TASK TO CARRY OUT: The lines below starting at the line containing "thumb mcp: (468, 426)" and ending at the line containing "ring tip: (125, 230)" are to be repeated exactly, with both ends kept and nothing else added.

━━━━━ DATASET

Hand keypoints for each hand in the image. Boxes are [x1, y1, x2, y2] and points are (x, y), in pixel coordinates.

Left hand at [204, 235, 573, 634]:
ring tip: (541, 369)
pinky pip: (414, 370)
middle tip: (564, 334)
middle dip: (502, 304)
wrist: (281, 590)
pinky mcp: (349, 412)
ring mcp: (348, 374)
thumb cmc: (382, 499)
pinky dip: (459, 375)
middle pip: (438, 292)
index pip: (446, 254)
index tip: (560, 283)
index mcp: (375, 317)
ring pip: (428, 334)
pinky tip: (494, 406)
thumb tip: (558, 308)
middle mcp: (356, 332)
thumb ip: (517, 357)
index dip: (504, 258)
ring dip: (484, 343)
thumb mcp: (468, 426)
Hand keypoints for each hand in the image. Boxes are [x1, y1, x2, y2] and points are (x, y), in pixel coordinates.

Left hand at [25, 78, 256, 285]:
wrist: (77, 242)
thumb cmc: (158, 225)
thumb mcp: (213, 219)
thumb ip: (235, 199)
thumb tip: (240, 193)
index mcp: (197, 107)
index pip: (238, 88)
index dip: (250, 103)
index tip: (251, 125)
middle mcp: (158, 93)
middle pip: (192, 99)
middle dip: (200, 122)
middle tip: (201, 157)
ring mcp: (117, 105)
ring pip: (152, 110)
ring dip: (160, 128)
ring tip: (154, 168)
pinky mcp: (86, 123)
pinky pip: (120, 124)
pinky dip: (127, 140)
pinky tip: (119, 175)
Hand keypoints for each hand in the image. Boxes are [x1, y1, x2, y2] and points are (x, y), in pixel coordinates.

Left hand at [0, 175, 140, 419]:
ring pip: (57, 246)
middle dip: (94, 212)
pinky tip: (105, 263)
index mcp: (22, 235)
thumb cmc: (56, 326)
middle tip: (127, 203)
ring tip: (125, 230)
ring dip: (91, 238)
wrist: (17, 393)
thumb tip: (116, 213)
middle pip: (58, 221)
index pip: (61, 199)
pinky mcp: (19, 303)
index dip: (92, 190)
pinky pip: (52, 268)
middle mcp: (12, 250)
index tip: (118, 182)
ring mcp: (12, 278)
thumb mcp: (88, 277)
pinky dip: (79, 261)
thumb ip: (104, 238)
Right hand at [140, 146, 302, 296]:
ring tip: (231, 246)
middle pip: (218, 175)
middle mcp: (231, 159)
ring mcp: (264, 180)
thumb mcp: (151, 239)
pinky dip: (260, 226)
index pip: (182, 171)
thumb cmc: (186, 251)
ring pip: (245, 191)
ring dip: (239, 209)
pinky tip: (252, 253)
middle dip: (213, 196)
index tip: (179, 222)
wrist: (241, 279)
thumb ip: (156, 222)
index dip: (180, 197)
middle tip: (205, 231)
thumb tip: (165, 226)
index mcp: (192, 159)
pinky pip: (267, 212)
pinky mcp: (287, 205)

━━━━━━━━━━

ANSWER TO THIS EXERCISE:
thumb mcp: (468, 426)
Hand keypoints for each hand in the image. Boxes are [x1, y1, x2, y2] and points are (x, y), in pixel coordinates.

Left hand at [25, 78, 256, 285]:
wrist: (77, 242)
thumb cmc: (158, 225)
thumb mcp: (213, 219)
thumb ip: (235, 199)
thumb tip: (240, 193)
index mcp: (197, 107)
index pip: (238, 88)
index dip: (250, 103)
index tip: (251, 125)
middle mcp: (158, 93)
middle pip: (192, 99)
middle dip: (200, 122)
middle tip: (201, 157)
ring mcp: (117, 105)
ring pip: (152, 110)
ring dip: (160, 128)
ring tip: (154, 168)
pinky mcp: (86, 123)
pinky pip: (120, 124)
pinky dip: (127, 140)
pinky tip: (119, 175)
Hand keypoints for each hand in the image. Boxes are [x1, y1, x2, y2] and points are (x, y), in pixel coordinates.

Left hand at [0, 175, 140, 419]:
ring pip: (57, 246)
middle dip: (94, 212)
pinky tip: (105, 263)
index mcp: (22, 235)
thumb cmc: (56, 326)
middle tip: (127, 203)
ring tip: (125, 230)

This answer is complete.